─── Input material

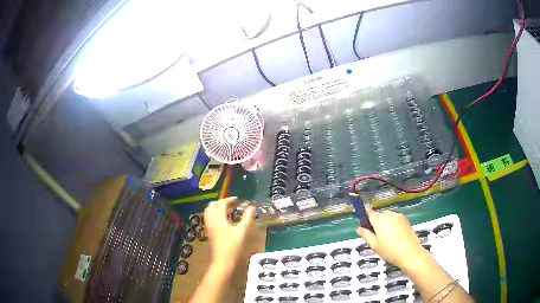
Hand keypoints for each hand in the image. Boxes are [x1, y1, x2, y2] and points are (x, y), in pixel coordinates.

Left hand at [204, 197, 254, 270]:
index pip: (221, 203)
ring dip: (216, 208)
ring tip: (227, 211)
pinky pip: (209, 219)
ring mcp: (209, 227)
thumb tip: (252, 207)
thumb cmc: (233, 246)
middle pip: (212, 206)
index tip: (238, 200)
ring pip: (208, 212)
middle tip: (231, 205)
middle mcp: (211, 221)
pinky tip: (223, 221)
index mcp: (219, 218)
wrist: (223, 260)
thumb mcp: (242, 231)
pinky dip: (214, 215)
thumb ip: (247, 218)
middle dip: (220, 202)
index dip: (229, 200)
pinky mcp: (209, 233)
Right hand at [357, 210, 430, 270]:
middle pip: (379, 216)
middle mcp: (389, 214)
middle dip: (376, 224)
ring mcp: (399, 216)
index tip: (366, 230)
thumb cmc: (389, 251)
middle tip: (376, 239)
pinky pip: (395, 221)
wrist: (410, 253)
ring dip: (385, 226)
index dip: (365, 220)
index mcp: (379, 219)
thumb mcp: (374, 245)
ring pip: (388, 218)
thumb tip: (359, 228)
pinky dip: (393, 227)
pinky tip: (395, 239)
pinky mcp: (406, 220)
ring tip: (387, 241)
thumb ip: (366, 235)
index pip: (369, 213)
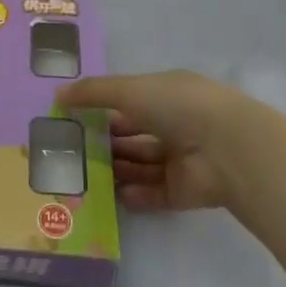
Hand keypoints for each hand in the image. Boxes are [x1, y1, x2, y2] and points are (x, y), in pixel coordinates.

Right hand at [59, 71, 256, 212]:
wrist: (227, 149)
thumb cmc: (177, 106)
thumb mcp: (129, 90)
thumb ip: (93, 93)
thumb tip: (58, 96)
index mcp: (166, 95)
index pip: (129, 101)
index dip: (102, 108)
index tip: (72, 117)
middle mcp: (175, 125)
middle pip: (133, 135)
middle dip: (105, 141)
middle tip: (71, 151)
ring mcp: (181, 160)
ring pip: (140, 164)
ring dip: (116, 168)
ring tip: (83, 175)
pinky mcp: (184, 191)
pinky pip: (153, 193)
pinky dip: (134, 194)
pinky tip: (112, 195)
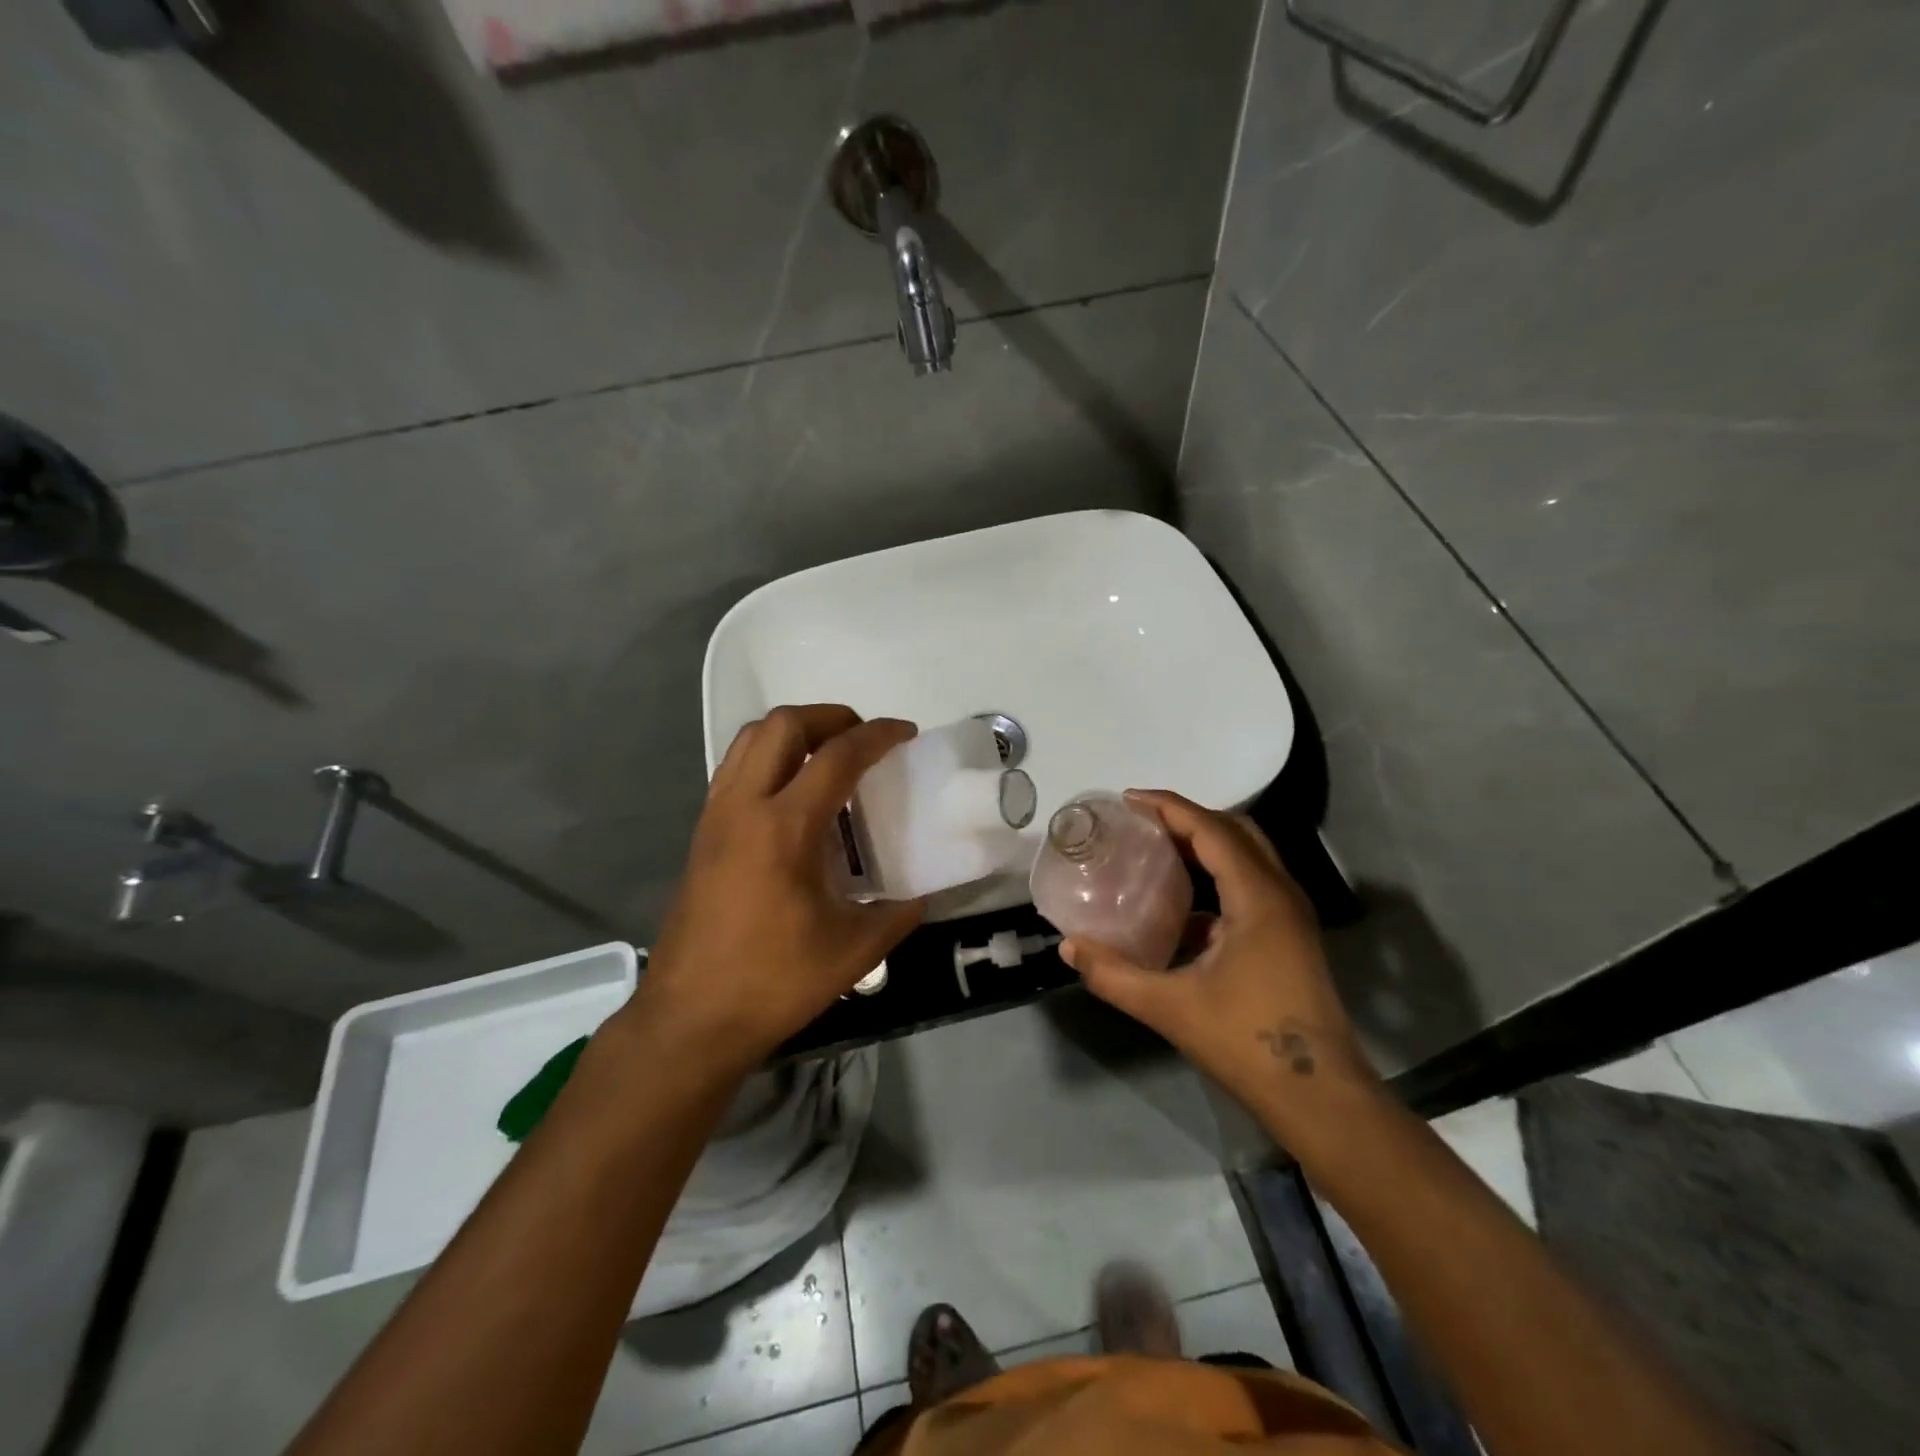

──────

__Task directions__: Wherever the listing shows a picture, omit it and output the rest exactly as given.

__Result for this task__:
Hand keypoints for each hand in the image. Boxes are [x1, y1, x2, y2] and points are (x, y), in pixel coordinates.

Left hand at [204, 197, 254, 270]:
index pip: (221, 203)
ring dip: (216, 208)
ring tip: (227, 211)
pinky pip: (209, 219)
ring mcp: (209, 227)
thumb tip: (252, 207)
thumb cmc: (233, 246)
middle pip: (212, 206)
index tip: (238, 200)
ring pip: (208, 212)
middle tip: (231, 205)
middle mcp: (211, 221)
pinky tip: (223, 221)
index mcp: (219, 218)
wrist: (223, 260)
thumb mcp: (242, 231)
pinky dip: (214, 215)
thumb ip: (247, 218)
middle dip: (220, 202)
index dip: (229, 200)
pinky mcp: (209, 233)
Right hand at [357, 210, 430, 270]:
middle pip: (379, 216)
middle mcp: (389, 214)
middle dip: (376, 224)
ring mcp: (399, 216)
index tip: (366, 230)
thumb cmc: (389, 251)
middle tip: (376, 239)
pinky pip: (395, 221)
wrist: (410, 253)
ring dip: (385, 226)
index dip: (365, 220)
index mcp: (379, 219)
thumb mcp: (374, 245)
ring pip: (388, 218)
thumb tip: (359, 228)
pinky dip: (393, 227)
pinky tip: (395, 239)
pinky mcp: (406, 220)
ring tip: (387, 241)
thumb ip: (366, 235)
index pip: (369, 213)
Hand keypoints for each hand in the image. Boxes are [x1, y1, x2, y2] and points are (x, y), in pixel coordinates.

Right hand at [59, 71, 256, 212]:
wrist: (227, 149)
thumb cmc: (177, 106)
thumb mcp: (129, 90)
thumb ip: (93, 93)
thumb tip: (58, 96)
index mcp: (166, 95)
index pip: (129, 101)
index dip: (102, 108)
index tip: (72, 117)
middle mcp: (175, 125)
middle pip: (133, 135)
middle dip: (105, 141)
middle tip: (71, 151)
ring mcp: (181, 160)
ring pip: (140, 164)
ring dip: (116, 168)
ring tip: (83, 175)
pinky mcp: (184, 191)
pinky pip: (153, 193)
pinky dip: (134, 194)
pinky tip: (112, 195)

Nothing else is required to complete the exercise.